Inspiration
We were inspired by the camaraderie of programmatic artists collaborating together to represent their community through r/Place, a social experiment on Reddit launched in 2017. r/Place offered an "open canvas" to anyone and everyone to temporarily place a single colored pixel which forced the coordination between users to successfully draw images and symbols central to their community such as national flags, school mascots, etc.
What it does
Wonderland is a collaborative AI art canvas: think r/Place meets modern diffusion AI. We wanted to create a way for people to generate and modify images together, and observe how AI art evolves and changes based on their prompts. By using a combination of web-sockets, Svelte, and a self-hosted AI, we developed a collaborative, community-driven AI art experience.
How we built it
Our backend is a split model. We handle all AI between NodeJS Express + Python Flask. The flask server is responsible for hosting the AI. It is held behind a local proxy, and used to mutate images based on user input. The NodeJS server is our central logic server. It handles all web-socket connections, and is responsible for sending and receiving data from the AI server. It also handles all user authentication, and is responsible for storing user data. We used Socket.io for our web-socket implementation. We used Svelte for our frontend, Tailwind because CSS sucks. We decided not to use a database, and store all memory locally. However, we log every single user action, ip, and image generated to a file. Over the course of the past few hours since we've lost, more than 20 people have generated over 200 unique images together.
Challenges we ran into
Unfortunately, we did not have access to a cloud platform to host our AI engine. To address this, we self-host the AI at the cost of performance. We wanted to use a local hosted model, to maintain control and our open source values, which forced us to split our backend between Python and NodeJS. Connection our two backends was hard; we were forced to learn a lot about encoding and use DataURI's to send images across languages with performance.

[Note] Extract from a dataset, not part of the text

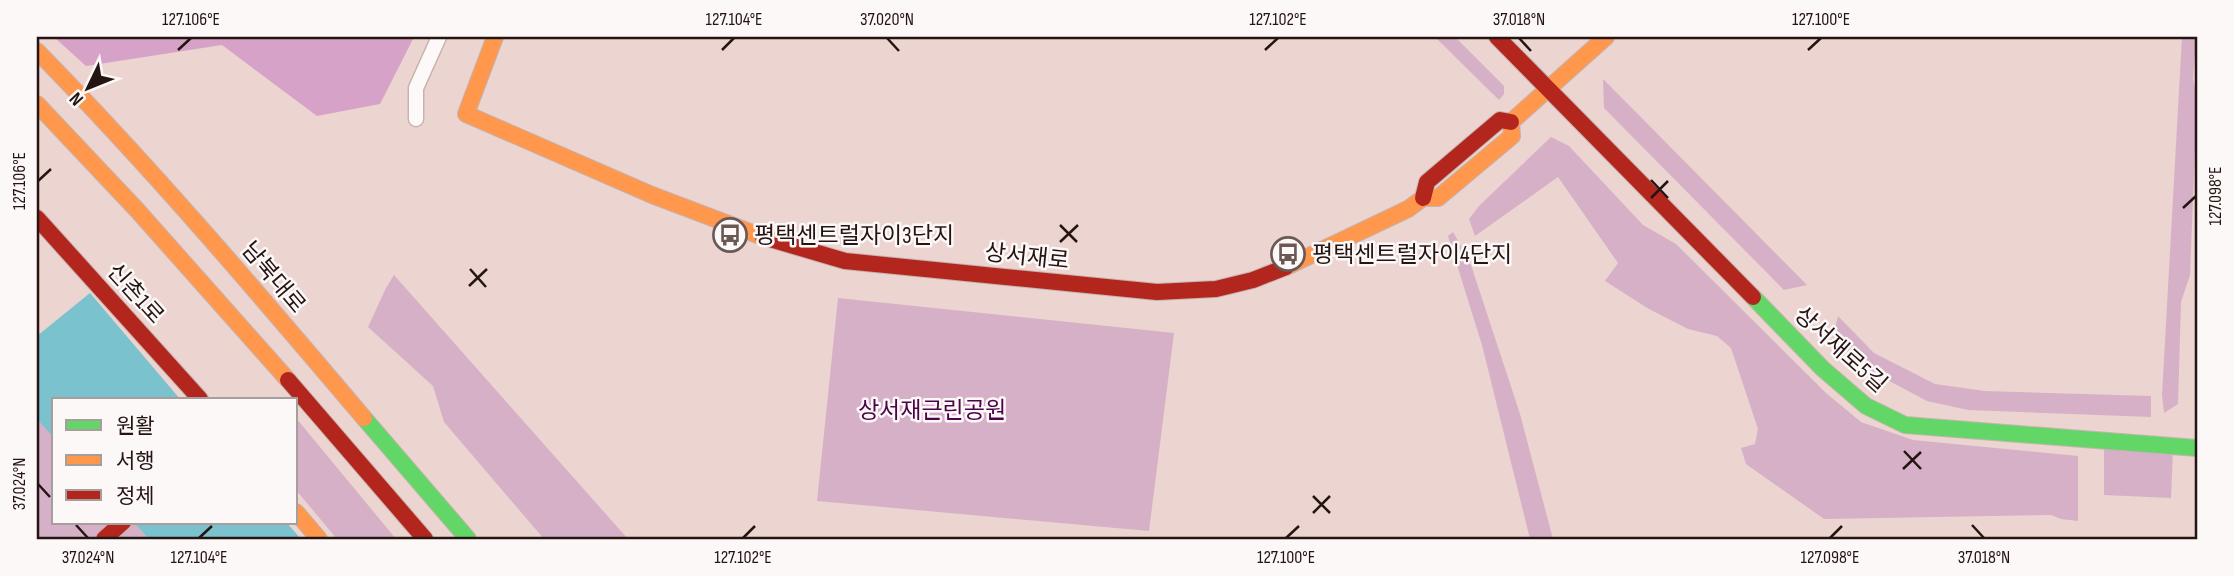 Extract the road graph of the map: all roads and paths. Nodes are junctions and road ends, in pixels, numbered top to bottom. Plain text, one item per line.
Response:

Beyond that, with no could credits we weren't able to get a domain, or any ssl. To still share our collaborative spirit, we figured out how to host locally on the Polsky Lan Wifi, and one of our local computer was able to hold sockets open with 22 computers at once while running the AI.
Accomplishments that we're proud of
We have a working project beyond the expectations of our estimated minimum viable product that we initially sought out to complete. Even in the few hours we were open, we recorded over 300 connections from over 24 unique devices.
What we learned
Besides a stronger foundation of the tech stack as a whole, communicating and addressing blockers amongst each other as soon as possible (given one has already tried solving the issue themself) was critical to developing at the unprecedented pace we maintained throughout the hackathon.
What's next for Wonderland
We intend to maintain and scale the project for world-wide use of our collaborative AI art canvas. Potential features include a stronger content moderation and integration of a cloud platform for hosting.